Woman McIntyre, Margaret Edgeworth

Occupation
Community Leader and Parliamentarian

Written by Shurlee Swain, Australian Catholic University

Born in 1886, Margaret McIntyre was the elder daughter of Sir Tannatt William Edgeworth David, geologist and explorer, and Lady Caroline David, a campaigner for social reform and women's education and first woman principal of Hurlstone Teachers' Training College in New South Wales. Educated at home she graduated with a BA from the University of Sydney in 1907 and two years later married William Keverall McIntyre with whom she was to have four children. After some years of travel, in 1919 the family settled in Launceston where William established a practice in obstetrics and gynaecology.

McIntyre expressed public admiration for women who could 'have an easy social life' but chose instead to devote themselves to public affairs (Examiner, 12 June 1947). Building on her mother's example, and freed by her husband's income from the full load of domestic responsibilities, she was a member, and more often an office-bearer in a wide range of philanthropic, cultural and progressive education organisations in her local community. Like many women of her generation, her move from the local to the national stage was achieved through her involvement in the National Council of Women (NCW) and the Girl Guides Association, in which she rose to the position of Acting Chief Commissioner in 1948.

McIntyre's conception of the role of women in national life developed over time. Speaking at a patriotic gathering in Launceston on the eve of World War II, she argued that it was time for women to use more influence in national affairs 'as the world has been run by men for so long, and they do not appear to have made a very good job of it'. At this stage, she saw the primary site for women's influence as the home, where they could show their children that 'life can really be much more satisfying if we are trying to put things into it rather than grab things out of it'. However, she did add, that 'a few women of the right type would have a very healthy effect on our Parliaments' (Examiner, 7 December 1938).

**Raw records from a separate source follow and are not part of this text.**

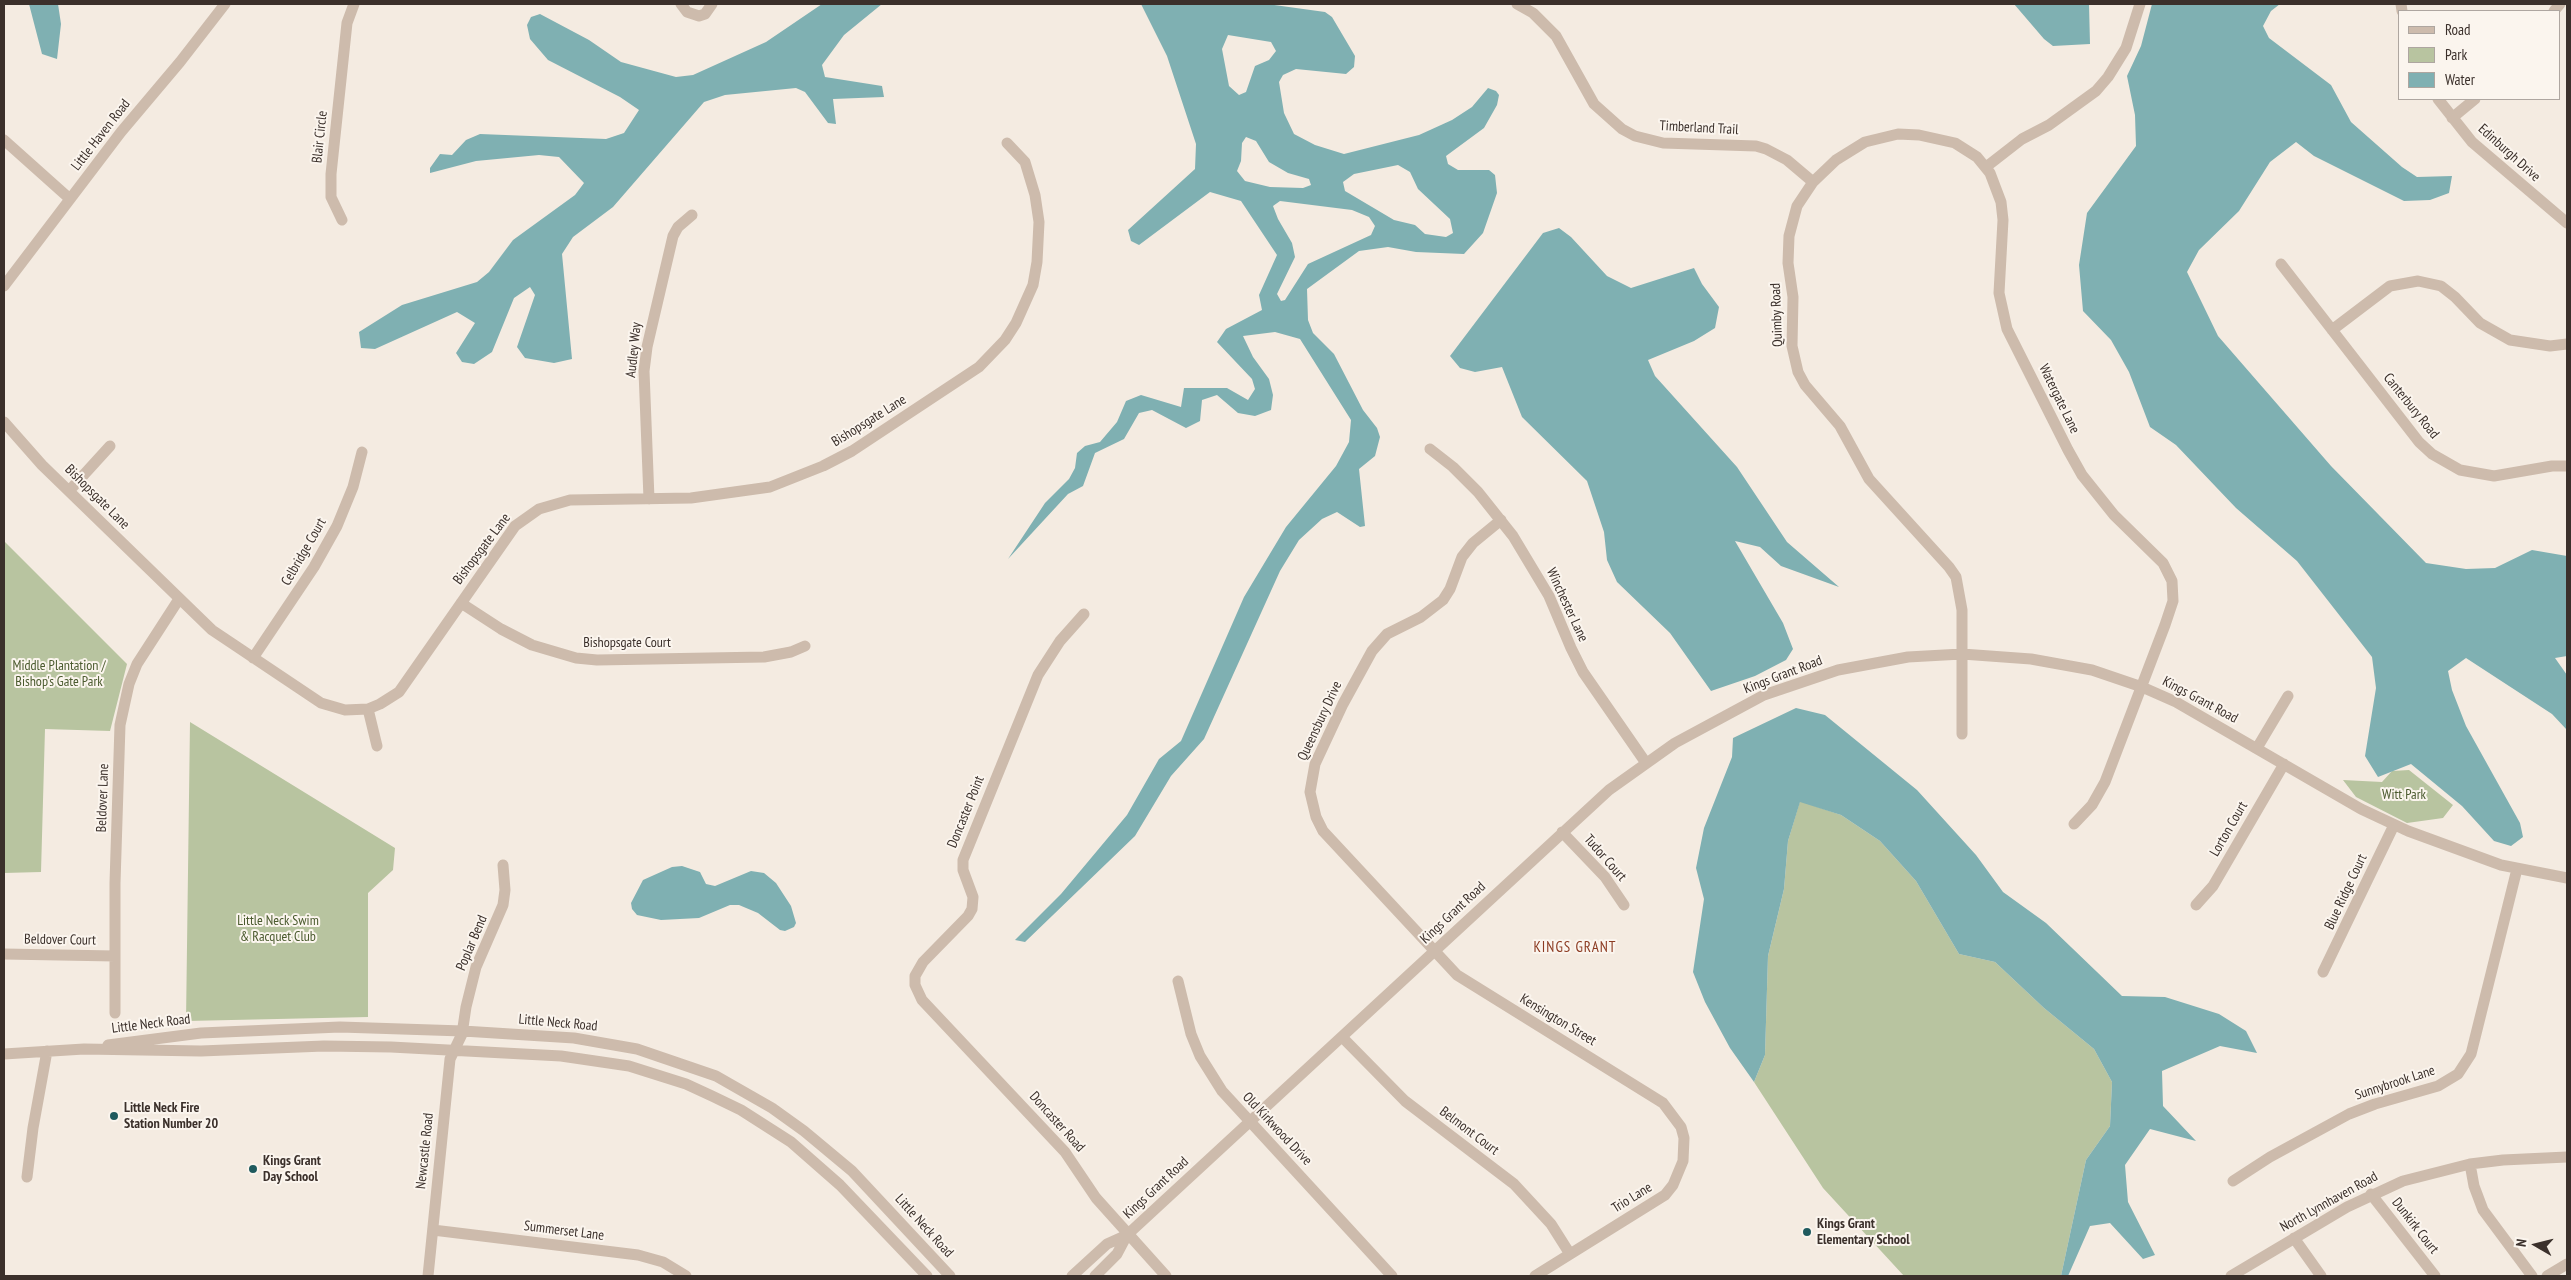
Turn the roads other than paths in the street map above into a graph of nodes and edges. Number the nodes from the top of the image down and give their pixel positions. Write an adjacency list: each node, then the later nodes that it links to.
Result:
1 (225, 4): 14 (street, Little Haven Road)
2 (354, 4): 17 (street, Blair Circle)
3 (681, 4): 4 (street)
4 (712, 4)
5 (1517, 4): 13 (street, Timberland Trail)
6 (2140, 4): 12 (street)
7 (2439, 100): 9 (street, Edinburgh Drive)
8 (2474, 100): 9 (street)
9 (2452, 118): 16 (street, Edinburgh Drive)
10 (4, 140): 14 (street)
11 (1007, 143): 28 (street, Bishopsgate Lane)
12 (1986, 168): 13 (street, Quimby Road); 36 (street, Watergate Lane)
13 (1813, 182): 34 (street, Quimby Road)
14 (70, 200): 19 (street, Little Haven Road)
15 (692, 215): 28 (street, Audley Way)
16 (2566, 218)
17 (342, 220)
18 (2281, 264): 20 (street, Canterbury Road)
19 (4, 286)
20 (2332, 330): 21 (street); 26 (street, Canterbury Road)
21 (2567, 344)
22 (4, 422): 27 (street, Bishopsgate Lane)
23 (110, 446): 27 (street)
24 (1430, 449): 29 (street, Winchester Lane)
25 (362, 452): 35 (street, Celbridge Court)
26 (2567, 466)
27 (69, 491): 30 (street, Bishopsgate Lane)
28 (649, 499): 31 (street, Bishopsgate Lane)
29 (1501, 520): 42 (street, Winchester Lane); 52 (street, Queensbury Drive)
30 (178, 599): 35 (street, Bishopsgate Lane); 54 (street, Beldover Lane)
31 (461, 603): 33 (street, Bishopsgate Court); 38 (street, Bishopsgate Lane)
32 (1084, 614): 60 (street, Doncaster Point)
33 (805, 646)
34 (1962, 654): 36 (street, Kings Grant Road); 39 (street, Quimby Road); 42 (street, Kings Grant Road)
35 (253, 658): 38 (street, Bishopsgate Lane)
36 (2142, 687): 41 (street, Kings Grant Road); 44 (street, Watergate Lane)
37 (2288, 696): 41 (street)
38 (368, 708): 40 (street)
39 (1962, 734)
40 (377, 746)
41 (2257, 748): 43 (street, Kings Grant Road)
42 (1646, 762): 46 (street, Kings Grant Road)
43 (2284, 764): 45 (street, Kings Grant Road); 51 (street, Lorton Court)
44 (2074, 824)
45 (2394, 825): 48 (street, Kings Grant Road); 55 (street, Blue Ridge Court)
46 (1562, 832): 50 (street, Tudor Court); 52 (street, Kings Grant Road)
47 (503, 866): 58 (street, Poplar Bend)
48 (2516, 869): 49 (street, Kings Grant Road); 72 (street, Sunnybrook Lane)
49 (2567, 878)
50 (1624, 905)
51 (2196, 905)
52 (1435, 951): 61 (street, Kings Grant Road); 67 (street, Kensington Street)
53 (4, 954): 54 (street, Beldover Court)
54 (115, 956): 57 (street, Beldover Lane)
55 (2323, 972)
56 (1178, 981): 68 (street, Old Kirkwood Drive)
57 (115, 1013)
58 (463, 1031): 59 (street, Little Neck Road); 63 (street, Newcastle Road); 82 (street, Little Neck Road)
59 (201, 1033): 62 (street, Little Neck Road); 65 (street)
60 (957, 1036): 75 (street, Doncaster Road)
61 (1342, 1037): 68 (street, Kings Grant Road); 77 (street, Belmont Court)
62 (84, 1049): 64 (street, Little Neck Road); 65 (street, Little Neck Road)
63 (453, 1050): 65 (street, Little Neck Road); 74 (street, Newcastle Road); 81 (street, Little Neck Road)
64 (47, 1051): 66 (street, Little Neck Road); 71 (street)
65 (201, 1051)
66 (4, 1054)
67 (1670, 1110): 77 (street, Trio Lane)
68 (1250, 1122): 75 (street, Kings Grant Road); 86 (street, Old Kirkwood Drive)
69 (2567, 1157): 70 (street, North Lynnhaven Road)
70 (2470, 1164): 73 (street, North Lynnhaven Road); 91 (street)
71 (27, 1177)
72 (2233, 1181)
73 (2371, 1194): 76 (street, North Lynnhaven Road); 90 (street, Dunkirk Court)
74 (432, 1230): 79 (street, Newcastle Road); 80 (street, Summerset Lane)
75 (1127, 1235): 83 (street, Kings Grant Road); 84 (street, Kings Grant Road); 85 (street, Doncaster Road)
76 (2294, 1238): 88 (street, North Lynnhaven Road); 89 (street)
77 (1570, 1254): 87 (street, Trio Lane)
78 (2567, 1264): 92 (street)
79 (428, 1276)
80 (686, 1276)
81 (927, 1276)
82 (950, 1276)
83 (1072, 1276)
84 (1094, 1276)
85 (1166, 1276)
86 (1392, 1276)
87 (1535, 1276)
88 (2231, 1276)
89 (2321, 1276)
90 (2436, 1276)
91 (2532, 1276)
92 (2547, 1276)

During the war as the deputy president of the Launceston Women's Voluntary National Register, Launceston McIntyre was responsible for organising training schemes for women who wanted to be involved in the war effort. Her wartime experiences led her to argue for women to have 'more say in the running of the country' (Examiner, 1 May 1947). Although, in 1943, she had refused an invitation from the Women for Canberra movement to stand for the Federal Parliament in the electorate of Bass (Mercury, 14 July 1943), five years later she was prepared to nominate as an independent for the Tasmanian Legislative Council seat of Cornwall. She told the NCW that her primary motivation for nominating was her opposition to Communism which threatened 'all the ideals of womankind' that the organisation valued (Examiner, 29 April 1948). Her convincing victory made her the first woman to enter the Tasmanian Parliament, but she had little time to fulfil her potential as a parliamentarian, dying in an air crash in September of that year.